OPPO and vivo saw a respective 124.1 percent and 74.7 percent increase, year over year, and Huawei continued to hold serve with a solid 15.2 percent increase from the second quarter a year ago. For the second quarter of this year, HUAWEI held the most market share of the three with a 17.2 percent stake in China. Combined, the trio held about a 47 percent share of the market.
Meanwhile, Apple and Xiaomi’s share each shrank by over 30 percent as the pair held market shares of 8.6 percent and 10.5 percent respectively. A year ago, Xiaomi was coming off of a second quarter that saw it claiming 17.1 percent of the market. Ouch.
While Apple’s stake has fallen victim market saturation and a range of powerful mid-tier offerings from Chinese vendors, senior analyst Xiaohan Tay, of IDC Asia/Pacific, indicated that Xiaomi might have empowered those rivals. “In the past, Xiaomi started the trend of selling its phones online and other vendors soon followed suit and created their own online brand,” Tay said.
Furthermore, when OPPO found a way sustain growth out of the replacement market, the other Chinese vendors hopped aboard that bandwagon as well. “After vendors witnessed OPPO’s success with its R9,” said Tay, “they also started riding on the trend of hiring celebrity endorsers to represent their brand and appeal more to the young crowd.”

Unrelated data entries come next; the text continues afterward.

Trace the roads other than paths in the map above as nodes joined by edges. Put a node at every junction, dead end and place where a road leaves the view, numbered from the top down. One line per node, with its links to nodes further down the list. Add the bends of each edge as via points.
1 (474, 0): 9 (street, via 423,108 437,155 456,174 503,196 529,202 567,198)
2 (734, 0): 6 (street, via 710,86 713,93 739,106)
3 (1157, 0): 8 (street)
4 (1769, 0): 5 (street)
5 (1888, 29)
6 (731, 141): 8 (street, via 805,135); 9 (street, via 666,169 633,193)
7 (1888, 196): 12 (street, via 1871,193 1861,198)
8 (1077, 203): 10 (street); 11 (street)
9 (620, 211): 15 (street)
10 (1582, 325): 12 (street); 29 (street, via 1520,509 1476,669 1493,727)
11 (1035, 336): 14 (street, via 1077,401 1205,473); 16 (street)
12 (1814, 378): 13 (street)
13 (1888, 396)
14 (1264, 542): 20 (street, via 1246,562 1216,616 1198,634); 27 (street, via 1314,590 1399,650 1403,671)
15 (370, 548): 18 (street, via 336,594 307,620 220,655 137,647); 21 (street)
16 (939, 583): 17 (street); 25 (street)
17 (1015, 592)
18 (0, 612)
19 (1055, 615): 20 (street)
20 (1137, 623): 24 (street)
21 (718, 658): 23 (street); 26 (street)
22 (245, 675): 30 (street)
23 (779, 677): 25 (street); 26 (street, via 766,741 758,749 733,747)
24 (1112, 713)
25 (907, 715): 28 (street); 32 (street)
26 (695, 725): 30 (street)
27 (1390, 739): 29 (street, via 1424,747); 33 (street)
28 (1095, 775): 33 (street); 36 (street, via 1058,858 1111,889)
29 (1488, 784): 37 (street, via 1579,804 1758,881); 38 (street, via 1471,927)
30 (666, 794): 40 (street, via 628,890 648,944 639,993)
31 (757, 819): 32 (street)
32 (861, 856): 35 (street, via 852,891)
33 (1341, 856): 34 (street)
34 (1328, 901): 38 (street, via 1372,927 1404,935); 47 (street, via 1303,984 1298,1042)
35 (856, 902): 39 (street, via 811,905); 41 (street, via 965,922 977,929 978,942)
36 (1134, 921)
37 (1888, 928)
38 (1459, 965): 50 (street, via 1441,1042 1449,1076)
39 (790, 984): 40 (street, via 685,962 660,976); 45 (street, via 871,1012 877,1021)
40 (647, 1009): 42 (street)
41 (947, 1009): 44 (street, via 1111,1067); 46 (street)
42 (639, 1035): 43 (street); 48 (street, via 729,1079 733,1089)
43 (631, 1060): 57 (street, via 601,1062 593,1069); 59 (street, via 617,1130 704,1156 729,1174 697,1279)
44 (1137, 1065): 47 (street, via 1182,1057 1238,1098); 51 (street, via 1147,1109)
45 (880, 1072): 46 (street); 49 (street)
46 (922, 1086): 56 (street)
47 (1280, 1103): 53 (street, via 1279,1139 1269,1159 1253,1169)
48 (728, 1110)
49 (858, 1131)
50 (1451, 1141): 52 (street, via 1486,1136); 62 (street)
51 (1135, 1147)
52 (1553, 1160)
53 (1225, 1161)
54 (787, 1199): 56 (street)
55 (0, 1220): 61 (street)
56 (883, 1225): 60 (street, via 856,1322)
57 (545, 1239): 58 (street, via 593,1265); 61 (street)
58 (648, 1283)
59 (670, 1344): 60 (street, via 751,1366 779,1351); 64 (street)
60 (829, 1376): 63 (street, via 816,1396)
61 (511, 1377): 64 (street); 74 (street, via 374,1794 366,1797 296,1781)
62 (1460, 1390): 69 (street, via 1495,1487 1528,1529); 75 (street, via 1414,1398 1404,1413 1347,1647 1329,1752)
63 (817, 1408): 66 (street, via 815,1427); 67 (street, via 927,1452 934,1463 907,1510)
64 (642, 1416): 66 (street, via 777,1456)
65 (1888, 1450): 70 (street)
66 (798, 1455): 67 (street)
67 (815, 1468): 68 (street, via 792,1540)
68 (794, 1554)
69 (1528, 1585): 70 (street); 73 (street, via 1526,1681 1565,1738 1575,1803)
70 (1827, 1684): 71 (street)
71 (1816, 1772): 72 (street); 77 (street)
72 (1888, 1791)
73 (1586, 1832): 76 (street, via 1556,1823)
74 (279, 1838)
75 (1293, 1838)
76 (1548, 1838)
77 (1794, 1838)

Xiaomi started the trend of selling its phones online and other vendors soon followed suit.
While it has been a rough stretch for Apple and Xiaomi, next year could see at least one of the two get back on track. Although Apple’s marketing genius could convince everyone to adopt what’s widely expected to be an incremental update to the iPhone series this fall, many analysts are expecting Tim Cook’s company to come back strong with big updates to the iOS line next year.
It’s worth noting that Samsung isn’t having a great time in China right now either, but the company is nevertheless holding strong on the global smartphone market.